# Replacing 12" ceiling tile with drywall



## slakker (May 29, 2007)

That stuff is nasty and I took it down in my rec room which was a 12 x 20 space... put up dry wall in its place... it was a bit messy, but all in all, it really was only a 2 day job. I think it's worth it to get a clean start instead of hangning more drywall on drywall....


----------



## Ron6519 (Mar 28, 2007)

I don"t know how a space that size could be spanned with 2x4's. At 11 feet I would expect 2x8's at a minimum. I would want to know how these framing members were installed and braced. It sound like these are trusses. Two feet apart and 2x4's. Are these trusses?
To minimize the added weight you can use 3/8" sheetrock over the furring strips. If you were going directly to the old sheetrock, I would use 1/4", glued and screwed.
Ron


----------



## Cole (Mar 12, 2005)

I am confused as well.

Any pictures?


----------



## housefixin (Sep 9, 2007)

Thanks for all the replies!

The house is a 90 year old bungalow, and the original structure in only 24' X 24' with a load bearing wall off center down the middle. There are 1X4's and 1X6's on top of the 2X4 ceiling joists and insulation is sandwiched between the old drywall and the 1X's, as well as loose insulation above them. So there are no trusses, just rafters.

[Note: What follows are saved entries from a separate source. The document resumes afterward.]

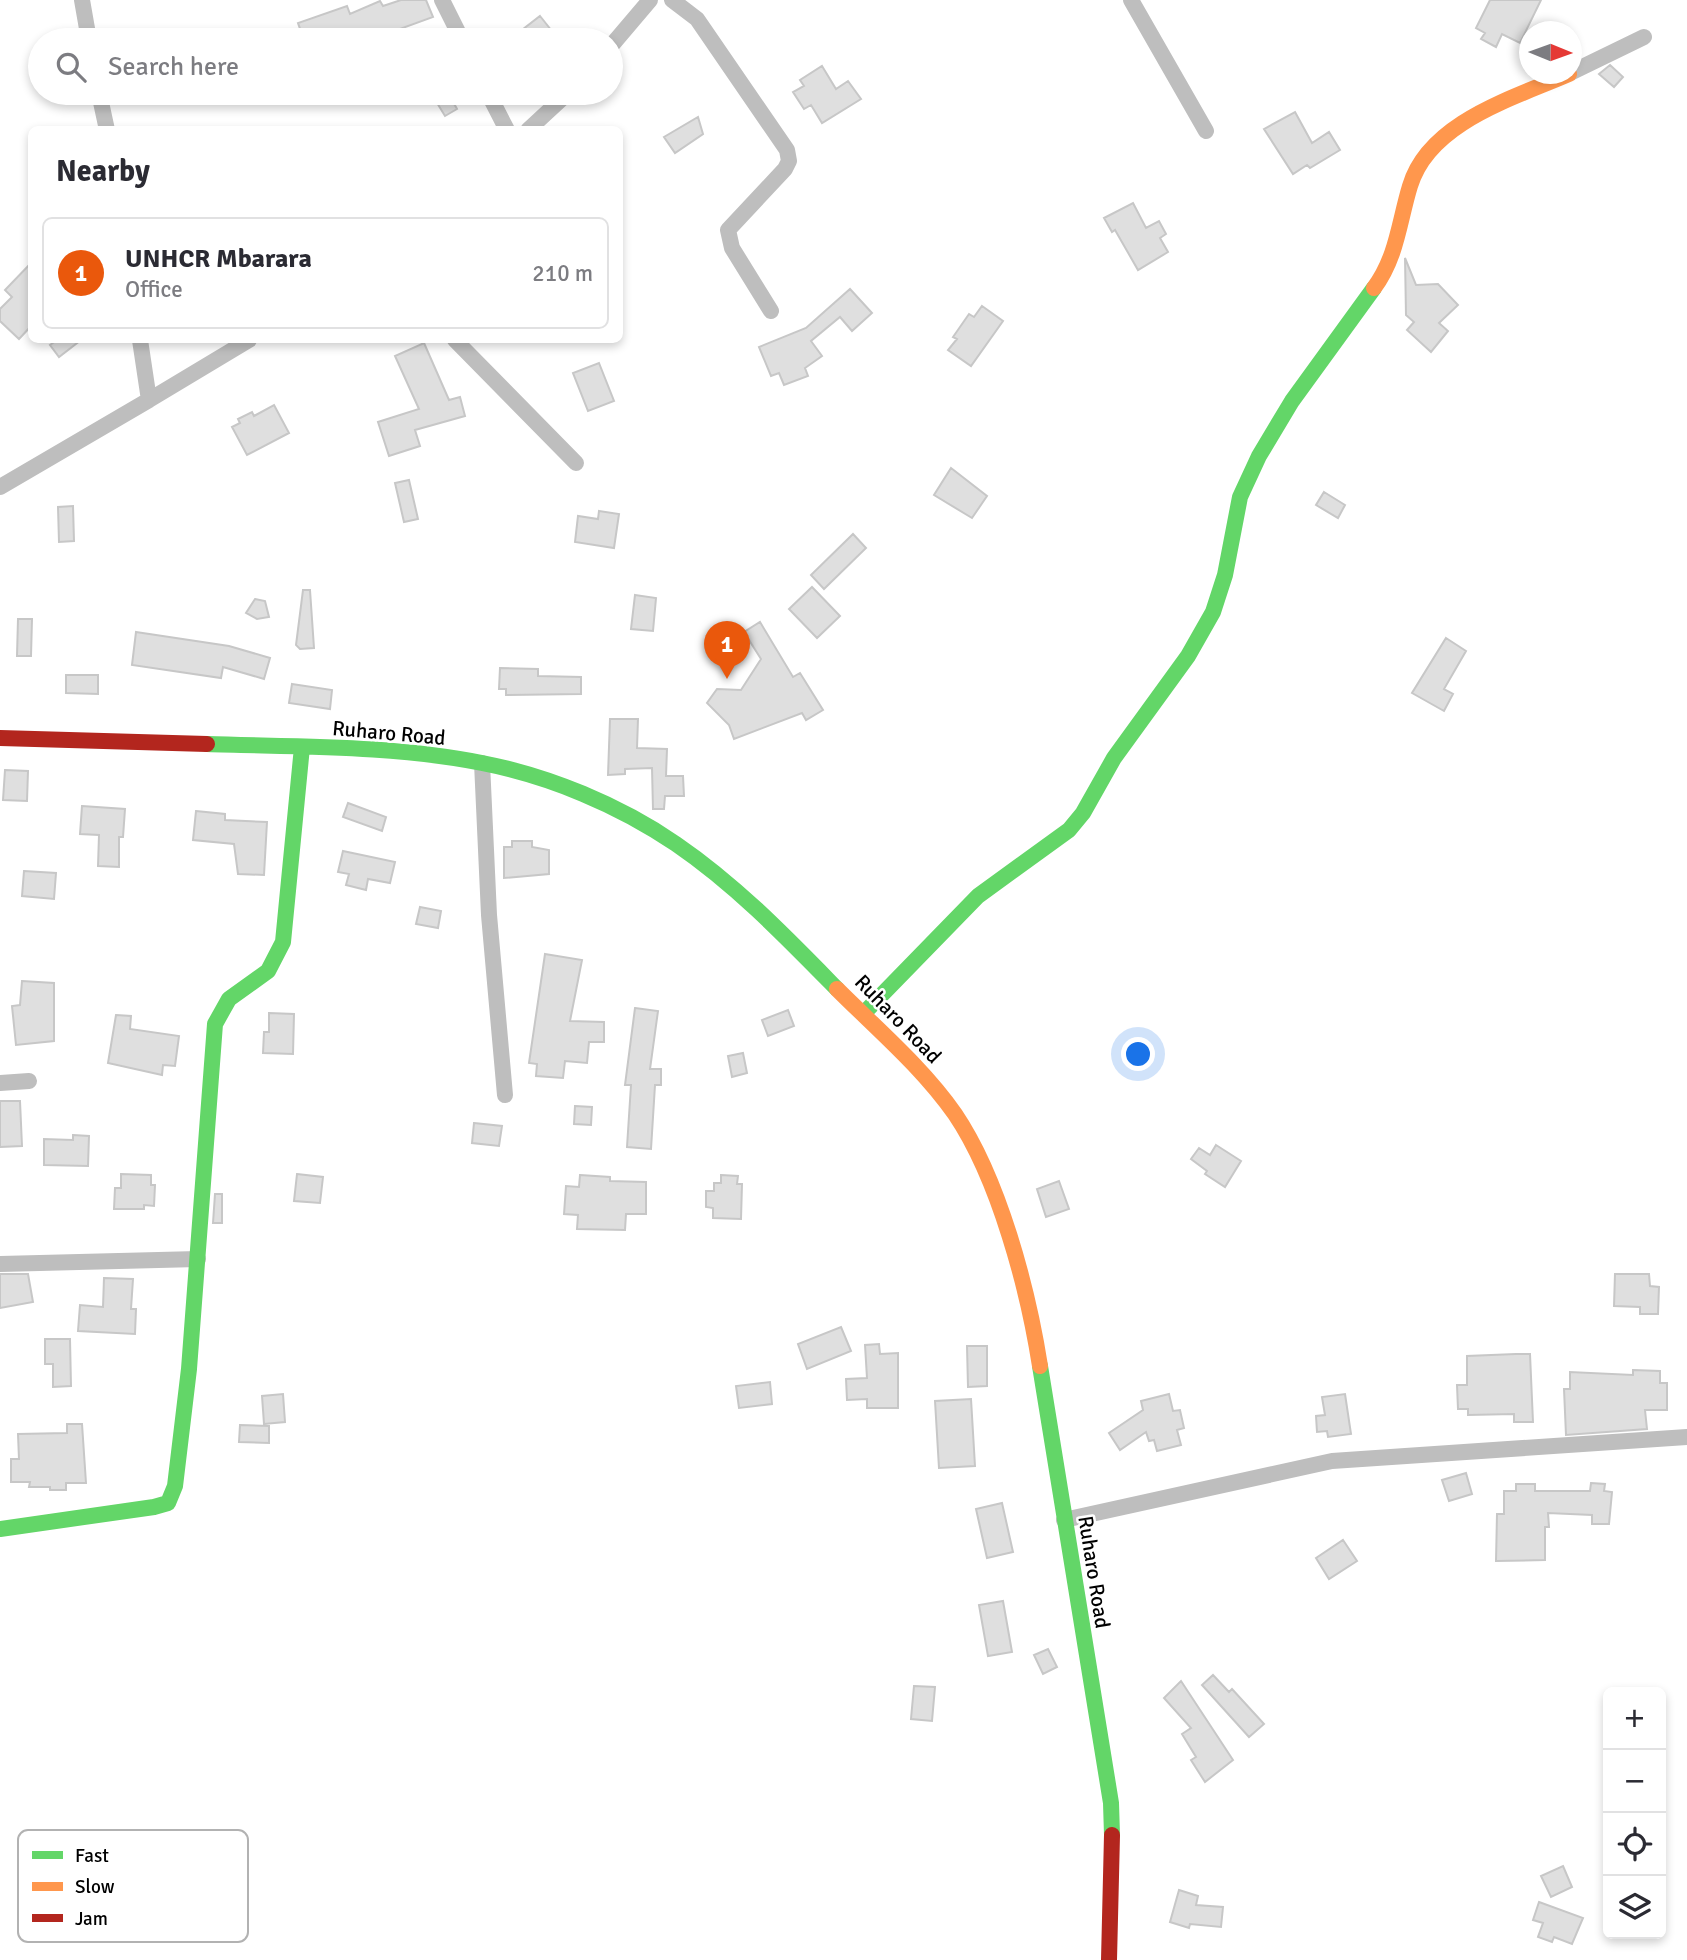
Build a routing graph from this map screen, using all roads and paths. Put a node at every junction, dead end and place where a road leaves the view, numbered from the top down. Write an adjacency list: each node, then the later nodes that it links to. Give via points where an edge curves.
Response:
1 (82, 0): 6 (street)
2 (442, 0): 7 (street)
3 (650, 0): 8 (street)
4 (673, 0): 19 (street, via 696,19 787,150 785,169 728,230 732,248)
5 (1131, 0): 18 (street)
6 (87, 28)
7 (456, 28)
8 (623, 32)
9 (1644, 37): 10 (street)
10 (1582, 67)
11 (1547, 84): 29 (street, via 1447,133 1422,156 1412,178 1397,249 1386,272 1291,404 1245,483 1234,514 1221,590 1193,649 1113,761 1081,817 978,897)
12 (102, 105): 15 (street)
13 (494, 105): 16 (street)
14 (555, 105): 17 (street)
15 (106, 126)
16 (505, 126)
17 (532, 126)
18 (1206, 131)
19 (771, 311)
20 (140, 343): 23 (street)
21 (244, 343): 23 (street)
22 (458, 343): 24 (street)
23 (149, 400): 25 (street)
24 (576, 463)
25 (0, 487)
26 (0, 738): 27 (street, Ruharo Road)
27 (302, 747): 28 (street, Ruharo Road); 33 (street, via 286,930 280,950 268,971 228,997 216,1017)
28 (482, 763): 29 (street, Ruharo Road, via 578,792 622,811 676,844 762,914); 32 (street, via 489,915)
29 (864, 1013): 36 (street, Ruharo Road, via 927,1079 980,1154 1030,1304)
30 (29, 1081): 31 (street)
31 (0, 1083)
32 (505, 1095)
33 (198, 1259): 34 (street); 37 (street, via 179,1469 168,1503)
34 (0, 1264)
35 (1687, 1437): 36 (street, via 1332,1461)
36 (1064, 1520): 38 (street, Ruharo Road, via 1111,1803)
37 (0, 1529)
38 (1109, 1960)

Even If I did rip the whole ceiling down and start over, I would probably run some sort of stiffeners or furring strips to help distribute the load better and prevent ceiling cracks. Being very short on free time though, I would probably re-install new ceiling tile before tearing into the old drywall and insulation... I would prefer drywall because the tile can look kinda cheesy, but I also don't want to hang drywall on the furring strips and end up with a sagging and cracked ceiling.

What do you guys think? with this kind of set up, and lots of screws in the furring strips and 3/8 or 1/2 drywall, would this hold up??

I'll try to get some pics later.


----------



## Cole (Mar 12, 2005)

I understand now, yes you should be ok going with new drywall on the furring strips that are on the joists. Make sure the furring strips have plenty of good solid screws in them.


----------